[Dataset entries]

BEGIN

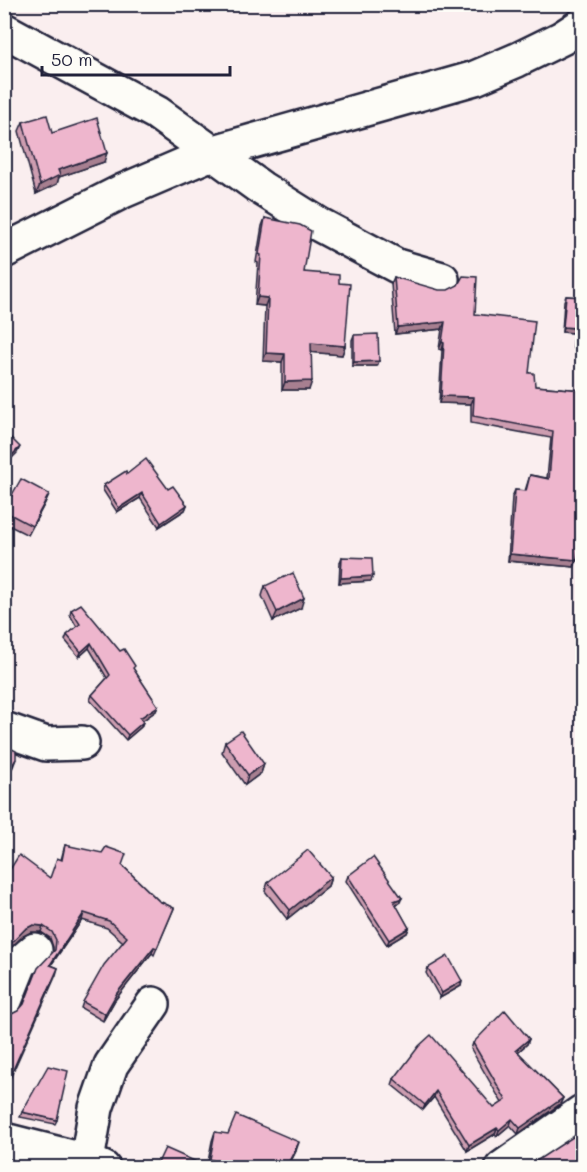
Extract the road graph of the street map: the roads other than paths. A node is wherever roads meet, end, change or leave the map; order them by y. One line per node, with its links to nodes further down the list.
1 (582, 25): 3 (street)
2 (4, 30): 3 (street)
3 (214, 152): 4 (street); 5 (street)
4 (4, 251)
5 (442, 279)
6 (4, 729): 7 (street)
7 (82, 743)
8 (35, 951): 9 (street)
9 (4, 1003)
10 (153, 1004): 13 (street)
11 (582, 1112): 14 (street)
12 (4, 1140): 13 (street)
13 (95, 1164)
14 (502, 1167)

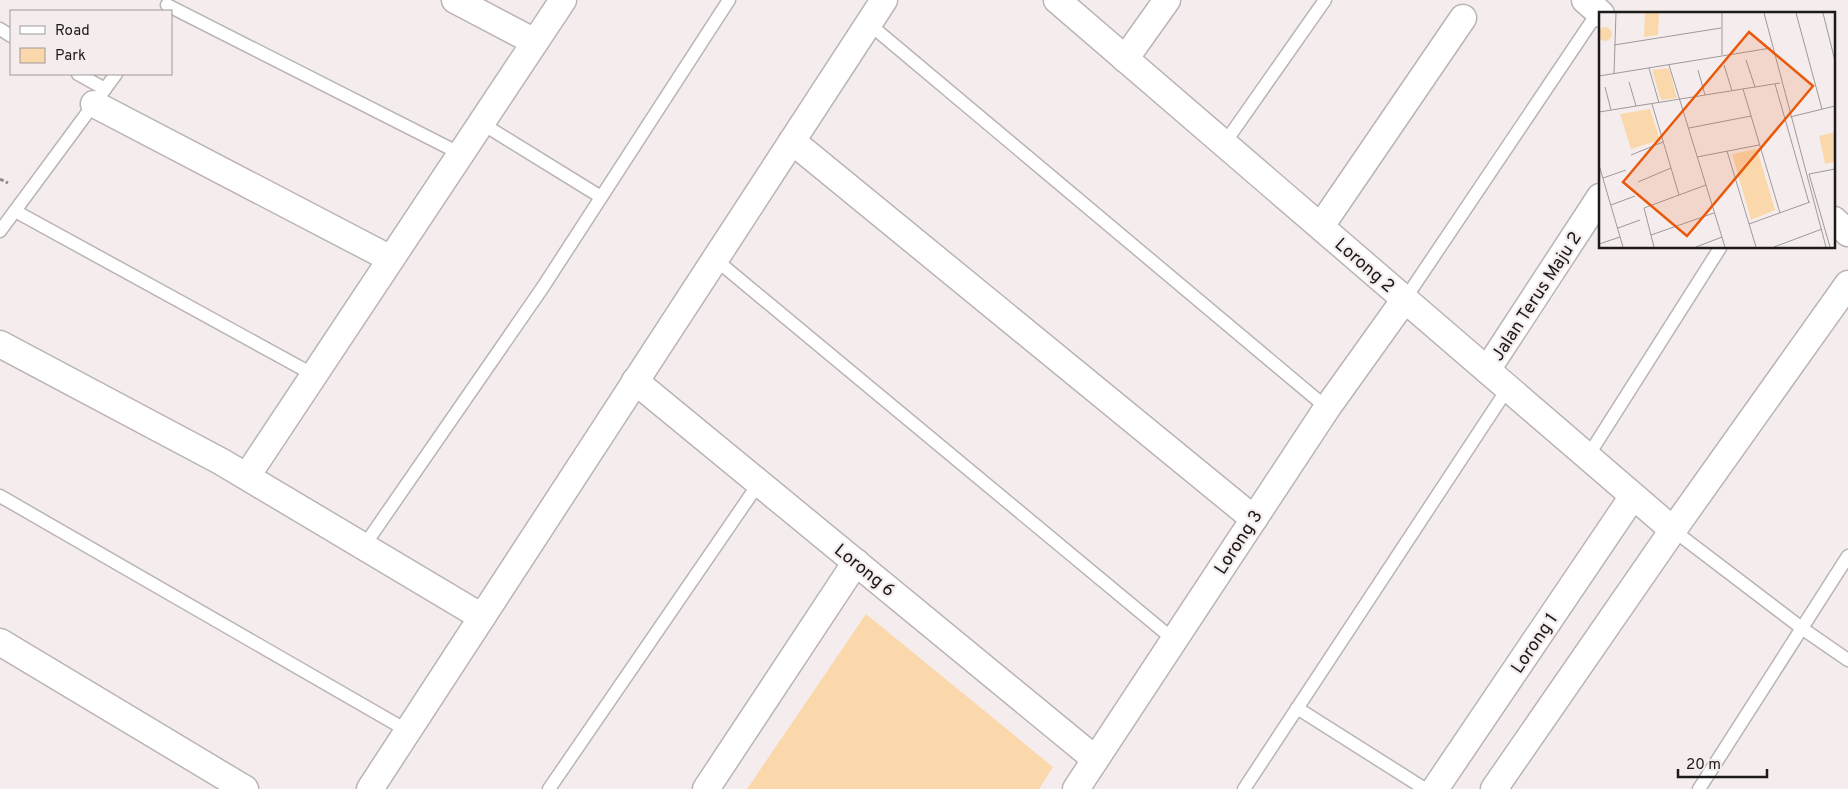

END

Exercise directions.
Retype the records in full, exactly as given, and omit the pictures.

Exercise result.
Extract the road graph of the street map: the roads other than paths. A node is wherever roads meet, end, change or leave the map; order them by y. One line per node, with its links to nodes further down the list.
1 (582, 25): 3 (street)
2 (4, 30): 3 (street)
3 (214, 152): 4 (street); 5 (street)
4 (4, 251)
5 (442, 279)
6 (4, 729): 7 (street)
7 (82, 743)
8 (35, 951): 9 (street)
9 (4, 1003)
10 (153, 1004): 13 (street)
11 (582, 1112): 14 (street)
12 (4, 1140): 13 (street)
13 (95, 1164)
14 (502, 1167)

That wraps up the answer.